• **Your instructions**
Pick out every line in the data below that holds "tunnel".

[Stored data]
+===+

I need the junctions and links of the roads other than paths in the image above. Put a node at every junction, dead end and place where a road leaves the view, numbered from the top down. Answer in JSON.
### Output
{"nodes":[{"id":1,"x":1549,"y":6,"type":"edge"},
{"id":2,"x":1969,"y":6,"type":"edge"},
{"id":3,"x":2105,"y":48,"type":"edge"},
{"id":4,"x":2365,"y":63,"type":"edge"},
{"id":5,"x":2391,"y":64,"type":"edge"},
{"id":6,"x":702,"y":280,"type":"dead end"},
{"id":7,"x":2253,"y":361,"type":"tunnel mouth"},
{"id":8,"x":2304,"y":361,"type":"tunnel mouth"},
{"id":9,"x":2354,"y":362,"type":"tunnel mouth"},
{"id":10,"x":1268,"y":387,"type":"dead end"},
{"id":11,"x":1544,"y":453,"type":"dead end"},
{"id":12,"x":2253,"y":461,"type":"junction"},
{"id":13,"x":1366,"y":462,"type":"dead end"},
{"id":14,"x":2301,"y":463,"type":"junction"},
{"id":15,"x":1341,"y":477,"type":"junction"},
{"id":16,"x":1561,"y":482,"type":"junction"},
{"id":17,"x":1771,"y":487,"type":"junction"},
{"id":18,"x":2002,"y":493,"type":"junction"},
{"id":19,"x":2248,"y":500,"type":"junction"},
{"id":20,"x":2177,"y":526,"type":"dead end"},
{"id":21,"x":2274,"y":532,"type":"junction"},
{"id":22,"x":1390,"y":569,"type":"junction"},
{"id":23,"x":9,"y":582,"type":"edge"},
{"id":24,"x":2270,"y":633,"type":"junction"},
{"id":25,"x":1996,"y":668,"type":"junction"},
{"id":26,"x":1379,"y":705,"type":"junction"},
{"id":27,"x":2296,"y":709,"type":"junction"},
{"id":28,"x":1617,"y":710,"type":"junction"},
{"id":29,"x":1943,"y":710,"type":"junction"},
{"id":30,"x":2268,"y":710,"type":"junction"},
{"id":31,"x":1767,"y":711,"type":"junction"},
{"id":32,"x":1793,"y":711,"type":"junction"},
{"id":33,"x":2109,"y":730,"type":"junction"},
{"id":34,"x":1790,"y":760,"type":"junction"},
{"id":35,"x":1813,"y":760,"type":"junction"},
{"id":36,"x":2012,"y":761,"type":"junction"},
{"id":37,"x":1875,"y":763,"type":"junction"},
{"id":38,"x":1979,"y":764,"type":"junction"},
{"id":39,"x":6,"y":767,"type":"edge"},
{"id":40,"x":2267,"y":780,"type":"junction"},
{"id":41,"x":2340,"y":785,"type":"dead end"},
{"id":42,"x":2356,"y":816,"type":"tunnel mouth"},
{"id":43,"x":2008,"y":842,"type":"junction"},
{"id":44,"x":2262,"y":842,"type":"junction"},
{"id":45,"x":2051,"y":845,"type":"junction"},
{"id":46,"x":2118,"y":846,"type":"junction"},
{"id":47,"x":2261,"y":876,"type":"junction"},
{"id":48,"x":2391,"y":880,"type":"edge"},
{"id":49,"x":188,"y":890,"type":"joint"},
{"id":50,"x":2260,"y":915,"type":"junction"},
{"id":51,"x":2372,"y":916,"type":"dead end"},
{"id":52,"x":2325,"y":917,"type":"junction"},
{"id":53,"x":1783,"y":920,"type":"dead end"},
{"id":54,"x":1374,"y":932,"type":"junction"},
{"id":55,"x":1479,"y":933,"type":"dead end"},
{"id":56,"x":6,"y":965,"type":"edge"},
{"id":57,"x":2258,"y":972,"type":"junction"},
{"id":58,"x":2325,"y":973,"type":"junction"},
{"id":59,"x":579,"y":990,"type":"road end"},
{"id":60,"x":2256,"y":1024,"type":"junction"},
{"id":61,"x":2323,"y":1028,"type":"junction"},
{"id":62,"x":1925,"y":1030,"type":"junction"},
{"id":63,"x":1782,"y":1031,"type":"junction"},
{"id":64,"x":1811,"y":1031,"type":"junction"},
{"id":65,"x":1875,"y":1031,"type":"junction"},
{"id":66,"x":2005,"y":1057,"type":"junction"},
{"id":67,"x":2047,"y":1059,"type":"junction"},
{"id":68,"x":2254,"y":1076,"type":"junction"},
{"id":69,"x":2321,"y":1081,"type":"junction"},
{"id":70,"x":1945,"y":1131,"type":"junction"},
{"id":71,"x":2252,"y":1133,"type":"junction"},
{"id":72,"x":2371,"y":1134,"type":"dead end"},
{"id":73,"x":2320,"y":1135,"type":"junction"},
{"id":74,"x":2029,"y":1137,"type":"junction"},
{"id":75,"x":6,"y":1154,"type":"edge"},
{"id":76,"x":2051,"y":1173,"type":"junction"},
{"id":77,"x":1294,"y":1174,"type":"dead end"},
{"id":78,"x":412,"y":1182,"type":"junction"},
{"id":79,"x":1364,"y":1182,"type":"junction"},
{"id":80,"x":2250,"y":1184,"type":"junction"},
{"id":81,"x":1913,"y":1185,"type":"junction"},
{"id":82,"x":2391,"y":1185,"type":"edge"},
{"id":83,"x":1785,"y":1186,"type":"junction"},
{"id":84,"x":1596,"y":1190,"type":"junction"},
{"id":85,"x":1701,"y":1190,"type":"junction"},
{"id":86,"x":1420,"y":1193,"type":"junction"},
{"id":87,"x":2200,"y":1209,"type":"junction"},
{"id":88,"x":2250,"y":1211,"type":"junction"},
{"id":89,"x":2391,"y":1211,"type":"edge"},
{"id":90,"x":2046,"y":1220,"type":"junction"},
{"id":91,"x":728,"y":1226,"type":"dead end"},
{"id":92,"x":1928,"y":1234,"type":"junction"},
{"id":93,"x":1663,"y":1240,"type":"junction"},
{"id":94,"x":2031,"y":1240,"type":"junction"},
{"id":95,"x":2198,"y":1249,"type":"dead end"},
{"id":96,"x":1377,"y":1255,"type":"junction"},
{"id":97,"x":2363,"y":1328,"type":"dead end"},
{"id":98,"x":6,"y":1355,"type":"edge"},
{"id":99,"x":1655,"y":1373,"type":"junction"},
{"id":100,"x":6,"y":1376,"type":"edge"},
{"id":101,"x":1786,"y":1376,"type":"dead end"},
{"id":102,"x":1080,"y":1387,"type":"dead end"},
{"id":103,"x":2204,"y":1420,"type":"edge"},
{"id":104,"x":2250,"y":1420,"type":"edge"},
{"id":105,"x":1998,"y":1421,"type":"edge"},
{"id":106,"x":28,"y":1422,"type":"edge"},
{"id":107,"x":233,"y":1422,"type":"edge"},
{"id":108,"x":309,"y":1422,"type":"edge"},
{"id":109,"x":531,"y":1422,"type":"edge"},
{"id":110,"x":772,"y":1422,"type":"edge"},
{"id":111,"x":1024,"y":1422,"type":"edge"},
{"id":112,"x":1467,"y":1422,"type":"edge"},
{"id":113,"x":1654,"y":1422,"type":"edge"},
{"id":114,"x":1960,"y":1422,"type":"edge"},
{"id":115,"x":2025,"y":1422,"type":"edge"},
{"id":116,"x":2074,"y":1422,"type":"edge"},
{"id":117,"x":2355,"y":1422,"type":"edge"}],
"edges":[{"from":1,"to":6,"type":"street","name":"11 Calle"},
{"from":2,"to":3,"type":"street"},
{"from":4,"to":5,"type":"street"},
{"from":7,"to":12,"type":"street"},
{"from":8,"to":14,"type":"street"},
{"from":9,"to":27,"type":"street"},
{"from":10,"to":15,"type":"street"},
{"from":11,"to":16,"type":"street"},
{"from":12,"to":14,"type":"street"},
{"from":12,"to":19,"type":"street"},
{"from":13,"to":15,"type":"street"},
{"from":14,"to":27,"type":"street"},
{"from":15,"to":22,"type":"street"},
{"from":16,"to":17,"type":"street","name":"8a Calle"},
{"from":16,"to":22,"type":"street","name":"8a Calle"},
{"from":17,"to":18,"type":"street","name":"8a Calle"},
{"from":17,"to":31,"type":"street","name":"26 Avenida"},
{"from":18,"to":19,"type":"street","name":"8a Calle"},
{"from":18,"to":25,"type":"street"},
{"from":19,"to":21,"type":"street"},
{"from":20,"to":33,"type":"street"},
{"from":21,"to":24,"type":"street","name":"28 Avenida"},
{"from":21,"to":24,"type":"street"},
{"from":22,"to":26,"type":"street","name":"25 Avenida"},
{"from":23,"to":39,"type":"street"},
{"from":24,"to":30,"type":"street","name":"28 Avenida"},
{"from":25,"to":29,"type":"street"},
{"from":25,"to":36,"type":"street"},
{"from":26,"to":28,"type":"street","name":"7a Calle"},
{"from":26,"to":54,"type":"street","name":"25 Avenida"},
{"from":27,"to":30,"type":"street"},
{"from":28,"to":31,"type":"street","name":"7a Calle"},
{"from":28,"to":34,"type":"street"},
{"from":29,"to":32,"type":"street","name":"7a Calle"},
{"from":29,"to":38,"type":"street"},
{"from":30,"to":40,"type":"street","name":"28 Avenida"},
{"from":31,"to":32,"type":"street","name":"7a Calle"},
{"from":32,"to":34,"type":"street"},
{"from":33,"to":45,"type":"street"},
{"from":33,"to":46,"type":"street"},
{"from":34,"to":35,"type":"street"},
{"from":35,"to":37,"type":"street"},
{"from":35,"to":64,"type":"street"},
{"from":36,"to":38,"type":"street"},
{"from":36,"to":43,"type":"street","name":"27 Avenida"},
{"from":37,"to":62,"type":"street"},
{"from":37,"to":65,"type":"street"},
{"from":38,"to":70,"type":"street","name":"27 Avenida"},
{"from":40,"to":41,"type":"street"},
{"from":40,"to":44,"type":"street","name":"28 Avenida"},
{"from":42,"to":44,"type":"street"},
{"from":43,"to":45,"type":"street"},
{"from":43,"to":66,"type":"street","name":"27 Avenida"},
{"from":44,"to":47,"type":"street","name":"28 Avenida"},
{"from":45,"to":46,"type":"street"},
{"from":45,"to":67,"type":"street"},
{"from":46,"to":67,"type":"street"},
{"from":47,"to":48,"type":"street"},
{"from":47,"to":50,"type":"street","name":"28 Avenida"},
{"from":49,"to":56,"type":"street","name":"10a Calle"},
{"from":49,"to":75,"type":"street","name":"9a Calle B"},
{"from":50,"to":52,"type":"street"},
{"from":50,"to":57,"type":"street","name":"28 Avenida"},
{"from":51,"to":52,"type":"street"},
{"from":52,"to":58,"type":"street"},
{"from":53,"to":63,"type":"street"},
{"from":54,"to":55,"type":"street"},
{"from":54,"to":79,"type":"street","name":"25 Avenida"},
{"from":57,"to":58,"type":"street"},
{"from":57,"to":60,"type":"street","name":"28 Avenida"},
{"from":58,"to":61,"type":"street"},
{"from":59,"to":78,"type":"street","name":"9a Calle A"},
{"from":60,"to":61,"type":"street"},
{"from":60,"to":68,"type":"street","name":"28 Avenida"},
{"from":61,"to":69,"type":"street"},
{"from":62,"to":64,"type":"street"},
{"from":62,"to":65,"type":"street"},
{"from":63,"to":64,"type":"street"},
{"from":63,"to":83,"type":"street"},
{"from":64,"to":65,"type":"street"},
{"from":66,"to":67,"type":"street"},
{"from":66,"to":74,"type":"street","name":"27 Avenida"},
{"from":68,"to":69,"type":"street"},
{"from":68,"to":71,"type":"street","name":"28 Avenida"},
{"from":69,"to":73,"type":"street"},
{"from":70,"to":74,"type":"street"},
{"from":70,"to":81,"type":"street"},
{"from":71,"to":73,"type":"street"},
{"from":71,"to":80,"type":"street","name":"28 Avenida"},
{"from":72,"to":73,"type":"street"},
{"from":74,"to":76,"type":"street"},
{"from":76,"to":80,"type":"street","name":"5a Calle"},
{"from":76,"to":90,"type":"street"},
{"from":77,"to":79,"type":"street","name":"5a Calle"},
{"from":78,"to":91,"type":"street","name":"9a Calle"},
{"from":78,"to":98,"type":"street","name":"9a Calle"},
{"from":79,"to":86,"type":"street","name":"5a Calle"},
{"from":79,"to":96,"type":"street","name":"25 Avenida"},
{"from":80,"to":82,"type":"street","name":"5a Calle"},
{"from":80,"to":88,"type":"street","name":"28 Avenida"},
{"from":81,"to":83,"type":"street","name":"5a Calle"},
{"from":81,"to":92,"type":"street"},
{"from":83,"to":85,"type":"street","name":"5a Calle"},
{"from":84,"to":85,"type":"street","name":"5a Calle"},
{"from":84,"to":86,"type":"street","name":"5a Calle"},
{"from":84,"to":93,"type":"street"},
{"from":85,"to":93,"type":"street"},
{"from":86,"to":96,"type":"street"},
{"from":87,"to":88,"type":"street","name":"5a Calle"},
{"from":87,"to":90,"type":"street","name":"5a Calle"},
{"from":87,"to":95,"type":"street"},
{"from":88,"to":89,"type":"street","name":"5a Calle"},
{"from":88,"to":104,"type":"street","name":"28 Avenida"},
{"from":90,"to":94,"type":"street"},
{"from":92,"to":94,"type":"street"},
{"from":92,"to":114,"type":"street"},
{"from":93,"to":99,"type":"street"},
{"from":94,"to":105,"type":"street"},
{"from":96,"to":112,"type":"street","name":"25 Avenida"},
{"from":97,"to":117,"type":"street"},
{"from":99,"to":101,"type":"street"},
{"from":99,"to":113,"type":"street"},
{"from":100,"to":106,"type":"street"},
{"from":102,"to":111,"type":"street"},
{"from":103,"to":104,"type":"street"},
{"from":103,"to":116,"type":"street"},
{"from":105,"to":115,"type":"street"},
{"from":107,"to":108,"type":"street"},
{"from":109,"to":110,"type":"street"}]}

+===+

• **Task answer**
{"id":7,"x":2253,"y":361,"type":"tunnel mouth"},
{"id":8,"x":2304,"y":361,"type":"tunnel mouth"},
{"id":9,"x":2354,"y":362,"type":"tunnel mouth"},
{"id":42,"x":2356,"y":816,"type":"tunnel mouth"},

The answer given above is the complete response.